Python SDK for Trifacta
Project description
Python SDK for Trifacta
Integrate your Python-based environment with Trifacta to rapidly transform your datasets. Please complete the following steps to install and set up the Python SDK for Trifacta.
Availability
- Alpha release - software and supported capabilities may be changed without notice. Do not deploy in product environments.
- Available for the following product editions:
- Trifacta Enterprise
- Trifacta Professional
- Trifacta Premium
Limitations
- Some Wrangle functions and transformations are not supported by Python Pandas. Known limitations:
- NUMFORMAT function
- String comparison functions
- Transformations that use Array or Map data types are not supported for Python Pandas generation.
- Uploaded files must be in CSV file format.
Pre-Requisites
Assumptions
- Listed commands are for Mac OSX.
- Examples below assume that you are using Jupyter Notebooks for Python flow development.
Trifacta Requirements
- A valid account to a project or workspace for one of the above product editions.

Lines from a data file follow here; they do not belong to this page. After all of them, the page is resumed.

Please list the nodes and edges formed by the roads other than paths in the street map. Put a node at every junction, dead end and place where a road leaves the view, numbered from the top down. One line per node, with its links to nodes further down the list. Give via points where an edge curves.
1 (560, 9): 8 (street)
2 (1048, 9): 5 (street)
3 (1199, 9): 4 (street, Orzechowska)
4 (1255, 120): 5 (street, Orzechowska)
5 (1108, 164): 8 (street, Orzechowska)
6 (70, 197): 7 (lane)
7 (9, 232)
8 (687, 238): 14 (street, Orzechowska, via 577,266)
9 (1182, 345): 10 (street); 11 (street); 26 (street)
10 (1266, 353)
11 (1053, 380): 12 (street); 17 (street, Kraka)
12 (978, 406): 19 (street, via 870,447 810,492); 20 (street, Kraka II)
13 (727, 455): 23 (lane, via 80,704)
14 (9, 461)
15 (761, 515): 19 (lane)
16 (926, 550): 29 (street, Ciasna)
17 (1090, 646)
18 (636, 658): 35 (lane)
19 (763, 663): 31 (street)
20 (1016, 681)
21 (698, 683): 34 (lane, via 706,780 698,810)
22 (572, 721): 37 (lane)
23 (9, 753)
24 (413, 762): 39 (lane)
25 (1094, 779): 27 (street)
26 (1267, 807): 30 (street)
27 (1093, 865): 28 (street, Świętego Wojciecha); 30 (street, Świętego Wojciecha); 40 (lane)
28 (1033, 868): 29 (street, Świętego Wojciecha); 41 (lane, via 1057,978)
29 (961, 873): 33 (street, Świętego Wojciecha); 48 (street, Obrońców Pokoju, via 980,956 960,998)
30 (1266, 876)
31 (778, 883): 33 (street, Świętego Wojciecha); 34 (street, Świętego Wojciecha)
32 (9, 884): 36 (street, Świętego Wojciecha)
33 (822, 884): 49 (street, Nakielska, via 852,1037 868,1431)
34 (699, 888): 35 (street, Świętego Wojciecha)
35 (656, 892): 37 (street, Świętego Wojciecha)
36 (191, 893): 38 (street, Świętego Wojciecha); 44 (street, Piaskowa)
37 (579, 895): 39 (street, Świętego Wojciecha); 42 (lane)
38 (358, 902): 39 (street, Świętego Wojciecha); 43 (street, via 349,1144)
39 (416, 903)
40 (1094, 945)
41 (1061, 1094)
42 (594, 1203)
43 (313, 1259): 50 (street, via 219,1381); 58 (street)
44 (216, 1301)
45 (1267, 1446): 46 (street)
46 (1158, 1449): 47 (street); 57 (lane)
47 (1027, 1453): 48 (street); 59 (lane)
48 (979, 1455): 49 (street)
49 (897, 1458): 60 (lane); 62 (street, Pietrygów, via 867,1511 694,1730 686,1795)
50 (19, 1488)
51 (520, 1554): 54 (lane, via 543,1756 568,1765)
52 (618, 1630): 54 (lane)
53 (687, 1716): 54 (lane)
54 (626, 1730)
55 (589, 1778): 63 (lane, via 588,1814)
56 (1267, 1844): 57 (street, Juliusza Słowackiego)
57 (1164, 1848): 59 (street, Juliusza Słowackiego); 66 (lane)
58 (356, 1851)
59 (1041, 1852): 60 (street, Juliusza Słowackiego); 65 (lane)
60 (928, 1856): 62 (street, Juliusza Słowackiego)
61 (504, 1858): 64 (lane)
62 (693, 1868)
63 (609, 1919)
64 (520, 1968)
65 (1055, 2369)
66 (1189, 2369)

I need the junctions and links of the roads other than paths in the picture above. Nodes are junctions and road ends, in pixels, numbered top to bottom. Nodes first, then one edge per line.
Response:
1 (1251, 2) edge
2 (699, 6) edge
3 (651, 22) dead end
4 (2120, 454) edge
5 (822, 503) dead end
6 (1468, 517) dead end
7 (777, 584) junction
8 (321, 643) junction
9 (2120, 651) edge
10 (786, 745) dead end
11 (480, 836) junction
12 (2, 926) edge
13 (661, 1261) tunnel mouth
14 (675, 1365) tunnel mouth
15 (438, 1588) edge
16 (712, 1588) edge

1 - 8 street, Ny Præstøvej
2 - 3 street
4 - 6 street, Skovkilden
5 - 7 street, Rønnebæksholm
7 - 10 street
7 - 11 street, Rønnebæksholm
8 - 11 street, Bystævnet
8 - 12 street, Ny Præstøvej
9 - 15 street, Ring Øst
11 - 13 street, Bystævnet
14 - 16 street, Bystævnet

- A valid access token to the project or workspace. Instructions are provided below.
- To export your Trifacta recipe as Python code, a workspace administrator must enable the
Wrangle to Python Conversion
feature in the application. For more information, please visit Workspace Settings Page.
Python Requirements
- Python 3.7, Python 3.8
- For version requirements of specific Python components, please see
requirements.txt
in this package.
Install
- Install
trifacta
using pip:
pip install trifacta
Configure
Enable access to your Trifacta workspace
- Login to your Trifacta workspace.
- In the left menu, select User menu > Preferences > Access tokens.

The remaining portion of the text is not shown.